La psychologie positive et ces travaux viennent aussi démontrer au moins quatre assertions du livre :

  1. l’importance de décider d’être heureux,
  2. l’importance fondamentale du lien humain et de la contribution (la quête de l’amour),
  3. l’importance du plaisir dans l’épanouissement et non dans le bonheur lui-même
  4. et enfin, le fait que le bonheur dépend de facteurs internes et non externes.

6. Le point essentiel de votre pensée est ce lien entre sciences et spiritualité que vous tentez de faire pour aider une personne dans sa quête de bonheur..

En effet, être heureux demande de développer sa conscience et l’amour total, notions qui sont traditionnellement du domaine de la spiritualité bien que la science commence à aborder ses notions. Etre heureux, c’est être dans la pleine conscience, dans l’amour, dans le lien l’infini. Etre heureux c’est donc être religieux, c’est à dire reli-gare, relié , et non a-liéné. On peut évidemment être athée ou n’appartenir à aucun système religieux et cependant être profondément religieux.

7. Comment conciliez-vous sciences et spiritualité(s), totalement opposés ?

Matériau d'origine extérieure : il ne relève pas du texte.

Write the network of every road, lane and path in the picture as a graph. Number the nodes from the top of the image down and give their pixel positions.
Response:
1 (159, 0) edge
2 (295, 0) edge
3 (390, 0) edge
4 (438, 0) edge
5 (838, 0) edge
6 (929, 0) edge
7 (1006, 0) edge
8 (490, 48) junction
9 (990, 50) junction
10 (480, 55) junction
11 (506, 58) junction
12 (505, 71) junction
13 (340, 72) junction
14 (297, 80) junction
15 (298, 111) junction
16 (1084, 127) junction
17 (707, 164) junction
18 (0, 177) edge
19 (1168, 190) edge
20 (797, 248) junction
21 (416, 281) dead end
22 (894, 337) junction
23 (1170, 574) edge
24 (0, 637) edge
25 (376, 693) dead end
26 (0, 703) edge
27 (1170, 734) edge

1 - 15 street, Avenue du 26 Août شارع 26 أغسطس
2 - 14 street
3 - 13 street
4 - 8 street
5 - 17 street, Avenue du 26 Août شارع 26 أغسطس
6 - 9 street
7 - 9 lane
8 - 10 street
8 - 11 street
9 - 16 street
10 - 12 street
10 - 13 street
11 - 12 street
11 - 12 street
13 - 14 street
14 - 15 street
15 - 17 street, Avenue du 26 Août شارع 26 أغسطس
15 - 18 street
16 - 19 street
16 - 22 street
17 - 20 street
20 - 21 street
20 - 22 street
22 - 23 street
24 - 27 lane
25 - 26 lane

Le bonheur est le point de jonction entre les deux. Le bonheur n’est plus l’apanage des religions ou de la
philosophie, il commence à être étudié en laboratoire, c’est tout à fait passionnant !

8. Vous sous-titrez votre ouvrage : 6 stratégies pour rester zen dans un monde en folie…En deux mots ?

Le vrai challenge dans le monde hyper stressant d’aujourd’hui est de rester serein au milieu de tout cette folie. S’isoler en haut du montagne pour trouver la sérénité est facile. Trouver la sérénité ici dans ce chaos est un vrai défi, un défi de chaque seconde.. des stratégies spécifiques sont nécessaires pour cela.

9. Le monde est malade, oui. Quelle est la plus grande maladie du monde en ce XXIe siècle extrêmement perturbant et perturbé ?

S’il fallait résumer en un mot la cause de toutes les souffrances et les horreurs que nous voyons, je dirais l’inconscience.

L’inconscience qui fait que nous cherchons le bonheur à l’extérieur de nous, que nous confondons plaisir et bonheur, désirs et réels besoins pour être heureux et que cela ne nous amène que frustrations et stress, donc souffrances, donc malheur. L’inconscience qui fait que nous réagissons tels des chiens de Pavlov à nos pulsions, nos hormones et nos conditionnements mentaux et qui nous empêche de vivre librement et en pleine conscience le présent.. là ou seul le bonheur se trouve.